Figures + Crises – exhibition – Gravidade

Gravidade
Lumiar Cité, Lisboa, Portugal
12.02-22.03.2015

“Because he’s alone, a sailor’s always telling himself who he is,” writes Kathy Acker in her short story “Lust” (1988), revisiting Jean Genet’s ‘Querelle de Brest’ (1947), a novel about a young sailor and a trade-off between a murder and a transgressive sexual act. “A sailor is nowhere home, always alone, which gives him the opportunity to act within the illusion of a mirage.” Taking his cue from Acker’s and Genet’s “sailor,” Robin Vanbesien unfolds a metonymic figure for a nameless desire circulating through painted partial objects and prolific poetic images invoked by words. Characters, genders and bodies appear at sea before the possibilities of an undecidably (auto)erotic fantasy. The relations appear dissociated, stemming from the desire of an emptied-out self. All seems to be given with the gravity that yields a passive tense of verbs, static gestures, and staged compositions. Landscape, painted or filmed, functions as the medium to circumscribe the figures. It reflects the notion of a framing gaze returned from its object in a specular dialogue. Although they seem to encompass each other’s plastic-pictorial unity, the author and its hero, the figure and the spectator, are conjoined in worlds separate from each other.

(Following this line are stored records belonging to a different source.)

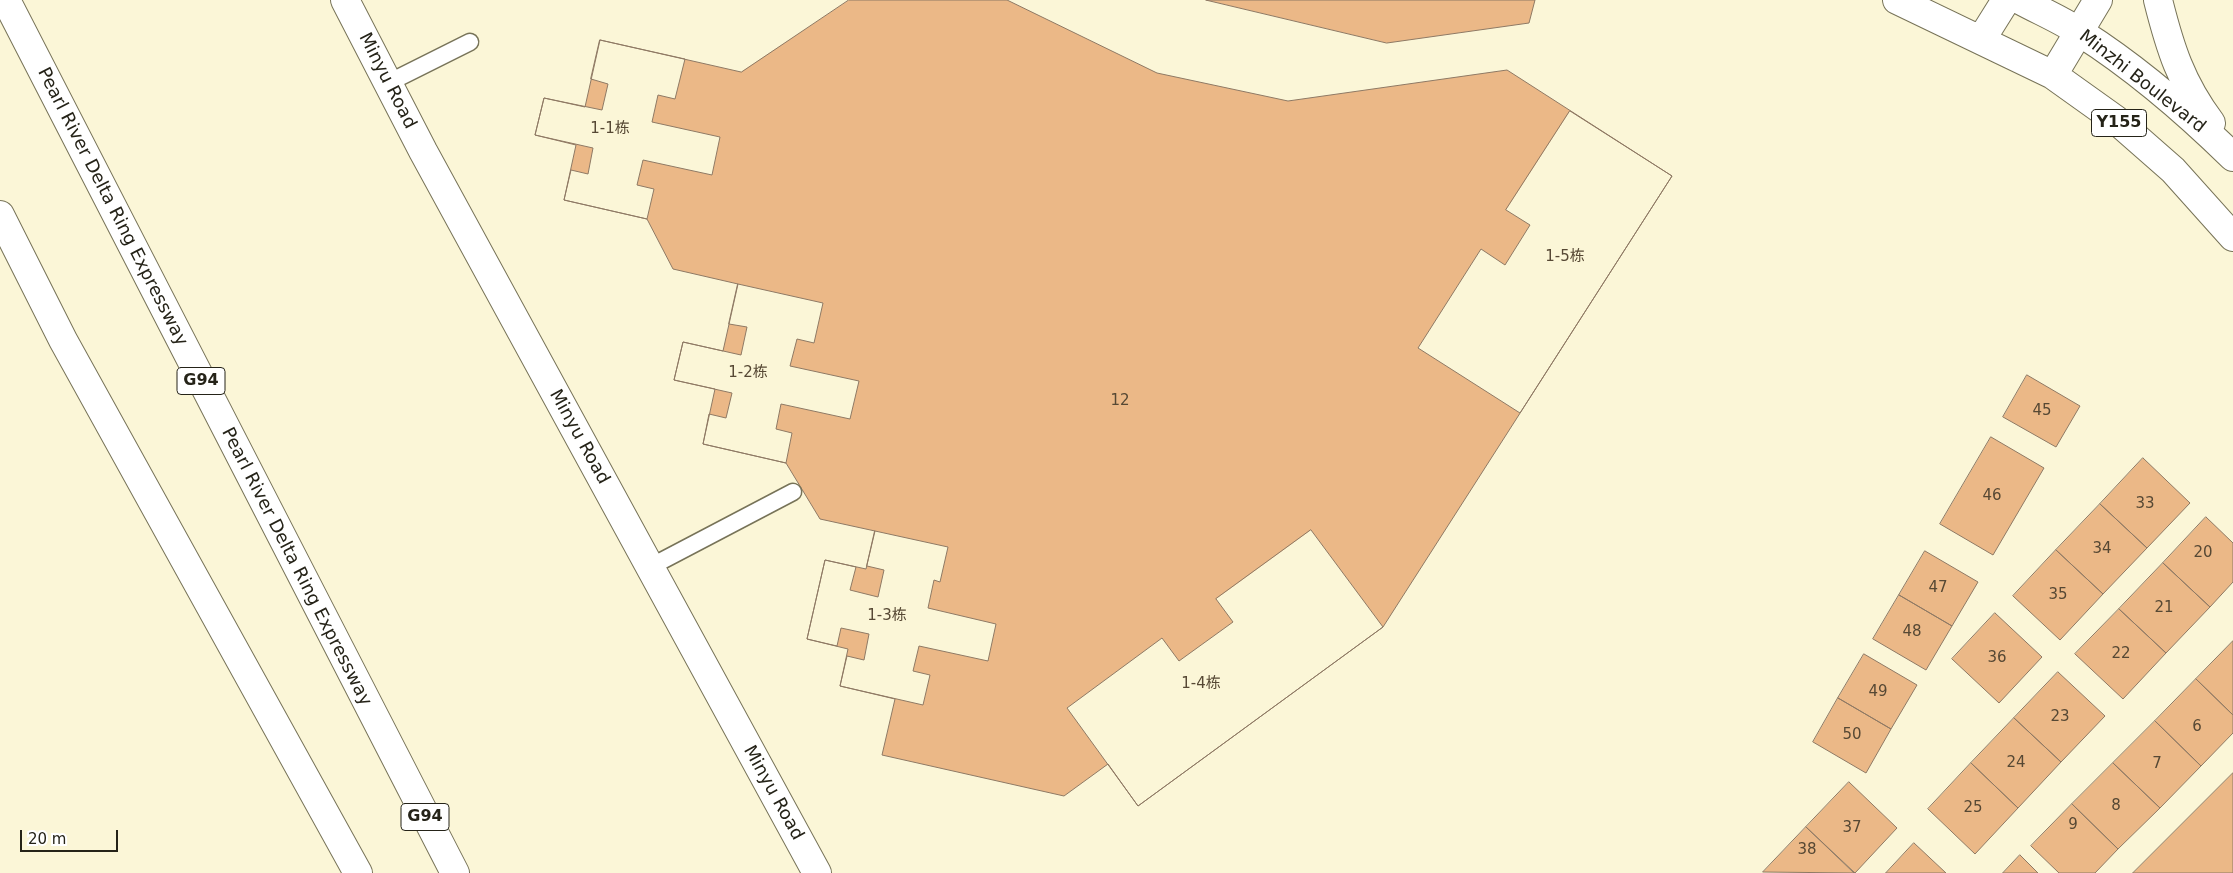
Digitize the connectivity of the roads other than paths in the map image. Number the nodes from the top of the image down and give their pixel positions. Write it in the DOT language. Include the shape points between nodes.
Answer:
graph roads {
  1 [pos="6,0"];
  2 [pos="345,0"];
  3 [pos="1897,0"];
  4 [pos="2006,0"];
  5 [pos="2020,0"];
  6 [pos="2098,0"];
  7 [pos="2158,0"];
  8 [pos="2080,32"];
  9 [pos="1981,40"];
  10 [pos="470,42"];
  11 [pos="2053,74"];
  12 [pos="388,83"];
  13 [pos="2233,153"];
  14 [pos="2233,157"];
  15 [pos="0,216"];
  16 [pos="2233,236"];
  17 [pos="793,492"];
  18 [pos="650,567"];
  19 [pos="358,873"];
  20 [pos="455,873"];
  21 [pos="816,873"];
  1 -- 20 [label="main road, G94"];
  2 -- 12 [label="main road, Minyu Road"];
  3 -- 9 [label="main road, Y155"];
  4 -- 9 [label="main road"];
  5 -- 8 [label="main road, Minzhi Boulevard / Y155"];
  6 -- 8 [label="main road"];
  7 -- 13 [label="main road" via="2177,67 2199,107"];
  8 -- 11 [label="main road"];
  8 -- 14 [label="main road, Minzhi Boulevard / Y155" via="2165,96"];
  9 -- 11 [label="main road, Y155"];
  10 -- 12 [label="lane"];
  11 -- 16 [label="main road, Y155" via="2116,120 2173,170"];
  12 -- 18 [label="main road, Minyu Road"];
  15 -- 19 [label="main road" via="68,349"];
  17 -- 18 [label="lane"];
  18 -- 21 [label="main road, Minyu Road"];
}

‘Gravidade’ takes its title from the eponymous film, which is posed in the center of a circular distribution of seven paintings in the exhibition space. The paintings partition a figure in the landscape, therefore forming a series of part-bodies as partial objects detached from both the figure and its imaginary surroundings (bollocks, penis, hands, tongues, fish etc.). The expressive pictorial quality in the film’s staging of figures through poetic quasi-dialogue renders it as another sort of painting toward which the other images in the room gravitate. Hence the film provides an illusion of restoring the lacking totality of each image on its own.